**EXTRACTED MATERIAL:**

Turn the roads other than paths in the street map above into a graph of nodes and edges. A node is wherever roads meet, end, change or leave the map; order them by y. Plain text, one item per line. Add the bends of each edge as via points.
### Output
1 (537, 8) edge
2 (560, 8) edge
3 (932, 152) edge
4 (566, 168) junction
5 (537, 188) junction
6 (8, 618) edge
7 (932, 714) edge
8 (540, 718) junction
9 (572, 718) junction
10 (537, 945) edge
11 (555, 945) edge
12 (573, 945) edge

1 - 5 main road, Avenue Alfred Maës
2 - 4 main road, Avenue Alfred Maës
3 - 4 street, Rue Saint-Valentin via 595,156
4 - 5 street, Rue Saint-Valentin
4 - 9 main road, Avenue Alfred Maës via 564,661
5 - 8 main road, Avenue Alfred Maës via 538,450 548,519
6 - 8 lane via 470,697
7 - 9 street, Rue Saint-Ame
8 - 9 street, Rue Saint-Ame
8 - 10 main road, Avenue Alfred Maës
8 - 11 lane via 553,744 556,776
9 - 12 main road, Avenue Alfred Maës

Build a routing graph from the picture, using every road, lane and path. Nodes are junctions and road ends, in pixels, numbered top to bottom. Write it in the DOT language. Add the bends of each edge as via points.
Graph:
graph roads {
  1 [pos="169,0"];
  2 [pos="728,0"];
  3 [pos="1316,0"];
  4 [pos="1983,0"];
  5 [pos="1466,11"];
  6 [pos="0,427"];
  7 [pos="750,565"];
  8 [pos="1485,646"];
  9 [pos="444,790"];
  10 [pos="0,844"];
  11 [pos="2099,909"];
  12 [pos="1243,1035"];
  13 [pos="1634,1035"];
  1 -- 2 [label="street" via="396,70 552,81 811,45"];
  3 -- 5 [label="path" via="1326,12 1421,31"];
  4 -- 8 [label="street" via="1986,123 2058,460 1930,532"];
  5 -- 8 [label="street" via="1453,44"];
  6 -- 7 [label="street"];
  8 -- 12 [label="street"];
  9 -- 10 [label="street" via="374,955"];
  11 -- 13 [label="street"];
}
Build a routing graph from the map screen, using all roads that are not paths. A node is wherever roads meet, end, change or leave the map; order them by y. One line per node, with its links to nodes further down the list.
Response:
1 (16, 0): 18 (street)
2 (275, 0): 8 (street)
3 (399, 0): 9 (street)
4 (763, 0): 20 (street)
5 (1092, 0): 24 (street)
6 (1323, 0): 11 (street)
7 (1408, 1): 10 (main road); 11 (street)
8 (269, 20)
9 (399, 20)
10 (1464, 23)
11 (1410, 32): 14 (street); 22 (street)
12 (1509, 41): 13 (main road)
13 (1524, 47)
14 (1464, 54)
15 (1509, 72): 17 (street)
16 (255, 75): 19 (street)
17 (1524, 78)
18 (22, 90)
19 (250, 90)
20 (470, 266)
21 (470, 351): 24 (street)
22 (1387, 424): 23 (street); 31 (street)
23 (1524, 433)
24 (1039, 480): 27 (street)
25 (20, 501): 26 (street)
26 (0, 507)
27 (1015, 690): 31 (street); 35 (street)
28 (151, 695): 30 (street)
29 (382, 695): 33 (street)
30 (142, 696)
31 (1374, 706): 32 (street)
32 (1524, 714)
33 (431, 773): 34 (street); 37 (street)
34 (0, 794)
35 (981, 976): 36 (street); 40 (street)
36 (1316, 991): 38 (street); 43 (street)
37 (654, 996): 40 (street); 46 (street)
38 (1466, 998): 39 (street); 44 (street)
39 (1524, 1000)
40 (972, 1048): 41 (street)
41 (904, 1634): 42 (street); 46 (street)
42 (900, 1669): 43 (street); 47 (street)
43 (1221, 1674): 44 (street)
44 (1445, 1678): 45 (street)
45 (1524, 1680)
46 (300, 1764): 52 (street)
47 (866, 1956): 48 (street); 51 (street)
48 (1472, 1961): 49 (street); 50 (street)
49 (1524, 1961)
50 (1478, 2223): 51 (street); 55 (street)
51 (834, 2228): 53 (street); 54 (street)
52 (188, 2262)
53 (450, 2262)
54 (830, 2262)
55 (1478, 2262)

**WORK REQUIRED:** Your task is to quote all of the data word for word.

**RESULT OF THE TASK:**
Turn the roads other than paths in the street map above into a graph of nodes and edges. A node is wherever roads meet, end, change or leave the map; order them by y. Plain text, one item per line. Add the bends of each edge as via points.
### Output
1 (537, 8) edge
2 (560, 8) edge
3 (932, 152) edge
4 (566, 168) junction
5 (537, 188) junction
6 (8, 618) edge
7 (932, 714) edge
8 (540, 718) junction
9 (572, 718) junction
10 (537, 945) edge
11 (555, 945) edge
12 (573, 945) edge

1 - 5 main road, Avenue Alfred Maës
2 - 4 main road, Avenue Alfred Maës
3 - 4 street, Rue Saint-Valentin via 595,156
4 - 5 street, Rue Saint-Valentin
4 - 9 main road, Avenue Alfred Maës via 564,661
5 - 8 main road, Avenue Alfred Maës via 538,450 548,519
6 - 8 lane via 470,697
7 - 9 street, Rue Saint-Ame
8 - 9 street, Rue Saint-Ame
8 - 10 main road, Avenue Alfred Maës
8 - 11 lane via 553,744 556,776
9 - 12 main road, Avenue Alfred Maës

Build a routing graph from the picture, using every road, lane and path. Nodes are junctions and road ends, in pixels, numbered top to bottom. Write it in the DOT language. Add the bends of each edge as via points.
Graph:
graph roads {
  1 [pos="169,0"];
  2 [pos="728,0"];
  3 [pos="1316,0"];
  4 [pos="1983,0"];
  5 [pos="1466,11"];
  6 [pos="0,427"];
  7 [pos="750,565"];
  8 [pos="1485,646"];
  9 [pos="444,790"];
  10 [pos="0,844"];
  11 [pos="2099,909"];
  12 [pos="1243,1035"];
  13 [pos="1634,1035"];
  1 -- 2 [label="street" via="396,70 552,81 811,45"];
  3 -- 5 [label="path" via="1326,12 1421,31"];
  4 -- 8 [label="street" via="1986,123 2058,460 1930,532"];
  5 -- 8 [label="street" via="1453,44"];
  6 -- 7 [label="street"];
  8 -- 12 [label="street"];
  9 -- 10 [label="street" via="374,955"];
  11 -- 13 [label="street"];
}
Build a routing graph from the map screen, using all roads that are not paths. A node is wherever roads meet, end, change or leave the map; order them by y. One line per node, with its links to nodes further down the list.
Response:
1 (16, 0): 18 (street)
2 (275, 0): 8 (street)
3 (399, 0): 9 (street)
4 (763, 0): 20 (street)
5 (1092, 0): 24 (street)
6 (1323, 0): 11 (street)
7 (1408, 1): 10 (main road); 11 (street)
8 (269, 20)
9 (399, 20)
10 (1464, 23)
11 (1410, 32): 14 (street); 22 (street)
12 (1509, 41): 13 (main road)
13 (1524, 47)
14 (1464, 54)
15 (1509, 72): 17 (street)
16 (255, 75): 19 (street)
17 (1524, 78)
18 (22, 90)
19 (250, 90)
20 (470, 266)
21 (470, 351): 24 (street)
22 (1387, 424): 23 (street); 31 (street)
23 (1524, 433)
24 (1039, 480): 27 (street)
25 (20, 501): 26 (street)
26 (0, 507)
27 (1015, 690): 31 (street); 35 (street)
28 (151, 695): 30 (street)
29 (382, 695): 33 (street)
30 (142, 696)
31 (1374, 706): 32 (street)
32 (1524, 714)
33 (431, 773): 34 (street); 37 (street)
34 (0, 794)
35 (981, 976): 36 (street); 40 (street)
36 (1316, 991): 38 (street); 43 (street)
37 (654, 996): 40 (street); 46 (street)
38 (1466, 998): 39 (street); 44 (street)
39 (1524, 1000)
40 (972, 1048): 41 (street)
41 (904, 1634): 42 (street); 46 (street)
42 (900, 1669): 43 (street); 47 (street)
43 (1221, 1674): 44 (street)
44 (1445, 1678): 45 (street)
45 (1524, 1680)
46 (300, 1764): 52 (street)
47 (866, 1956): 48 (street); 51 (street)
48 (1472, 1961): 49 (street); 50 (street)
49 (1524, 1961)
50 (1478, 2223): 51 (street); 55 (street)
51 (834, 2228): 53 (street); 54 (street)
52 (188, 2262)
53 (450, 2262)
54 (830, 2262)
55 (1478, 2262)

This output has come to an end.